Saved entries
= Beginning of Section =

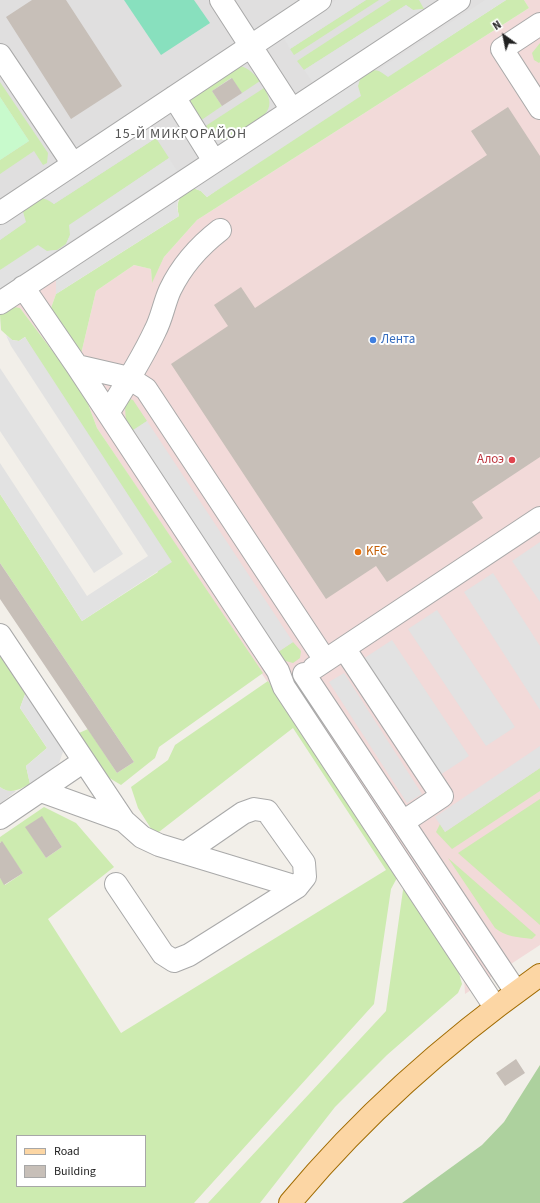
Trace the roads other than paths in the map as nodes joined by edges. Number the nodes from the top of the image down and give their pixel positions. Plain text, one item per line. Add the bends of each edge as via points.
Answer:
1 (220, 0) edge
2 (320, 0) edge
3 (459, 0) edge
4 (540, 24) edge
5 (251, 46) junction
6 (0, 55) edge
7 (174, 97) junction
8 (540, 108) edge
9 (292, 110) junction
10 (214, 161) junction
11 (73, 164) junction
12 (0, 213) edge
13 (220, 230) dead end
14 (23, 287) junction
15 (0, 303) edge
16 (77, 366) junction
17 (130, 378) junction
18 (108, 413) junction
19 (540, 518) edge
20 (0, 634) edge
21 (344, 648) junction
22 (325, 660) junction
23 (304, 674) junction
24 (281, 679) junction
25 (84, 762) junction
26 (41, 791) junction
27 (1, 814) edge
28 (124, 821) junction
29 (403, 822) junction
30 (185, 853) junction
31 (116, 884) dead end
32 (297, 887) junction
33 (540, 975) edge
34 (516, 992) junction
35 (495, 1007) junction
36 (290, 1203) edge

1 - 5 street
2 - 5 street
3 - 9 street
4 - 8 street via 502,49
5 - 7 street
5 - 9 street
6 - 11 street
7 - 10 street
7 - 11 street
9 - 10 street
10 - 14 street
11 - 12 street
13 - 17 street via 189,258 170,291 156,330
14 - 15 street
14 - 16 street
16 - 17 street
16 - 18 street
17 - 18 street
17 - 22 street via 146,389
18 - 24 street
19 - 21 street
20 - 25 street
21 - 22 street
21 - 29 street via 442,796
22 - 23 street
23 - 24 street
23 - 29 street
24 - 35 street
25 - 26 street
25 - 28 street
26 - 27 street
26 - 28 street
28 - 30 street via 142,837
29 - 34 street
30 - 32 street
30 - 32 street via 243,813 254,809 267,811 304,863 305,877
31 - 32 street via 163,954 174,961 189,955
33 - 34 main road
34 - 35 main road
35 - 36 main road via 434,1055 374,1110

= End of Section =

• **Work order**: Only the pictures are to be excluded; all other parts of the records above are to be given exactly.

• **Solution for this task**:
Trace the roads other than paths in the map as nodes joined by edges. Number the nodes from the top of the image down and give their pixel positions. Plain text, one item per line. Add the bends of each edge as via points.
Answer:
1 (220, 0) edge
2 (320, 0) edge
3 (459, 0) edge
4 (540, 24) edge
5 (251, 46) junction
6 (0, 55) edge
7 (174, 97) junction
8 (540, 108) edge
9 (292, 110) junction
10 (214, 161) junction
11 (73, 164) junction
12 (0, 213) edge
13 (220, 230) dead end
14 (23, 287) junction
15 (0, 303) edge
16 (77, 366) junction
17 (130, 378) junction
18 (108, 413) junction
19 (540, 518) edge
20 (0, 634) edge
21 (344, 648) junction
22 (325, 660) junction
23 (304, 674) junction
24 (281, 679) junction
25 (84, 762) junction
26 (41, 791) junction
27 (1, 814) edge
28 (124, 821) junction
29 (403, 822) junction
30 (185, 853) junction
31 (116, 884) dead end
32 (297, 887) junction
33 (540, 975) edge
34 (516, 992) junction
35 (495, 1007) junction
36 (290, 1203) edge

1 - 5 street
2 - 5 street
3 - 9 street
4 - 8 street via 502,49
5 - 7 street
5 - 9 street
6 - 11 street
7 - 10 street
7 - 11 street
9 - 10 street
10 - 14 street
11 - 12 street
13 - 17 street via 189,258 170,291 156,330
14 - 15 street
14 - 16 street
16 - 17 street
16 - 18 street
17 - 18 street
17 - 22 street via 146,389
18 - 24 street
19 - 21 street
20 - 25 street
21 - 22 street
21 - 29 street via 442,796
22 - 23 street
23 - 24 street
23 - 29 street
24 - 35 street
25 - 26 street
25 - 28 street
26 - 27 street
26 - 28 street
28 - 30 street via 142,837
29 - 34 street
30 - 32 street
30 - 32 street via 243,813 254,809 267,811 304,863 305,877
31 - 32 street via 163,954 174,961 189,955
33 - 34 main road
34 - 35 main road
35 - 36 main road via 434,1055 374,1110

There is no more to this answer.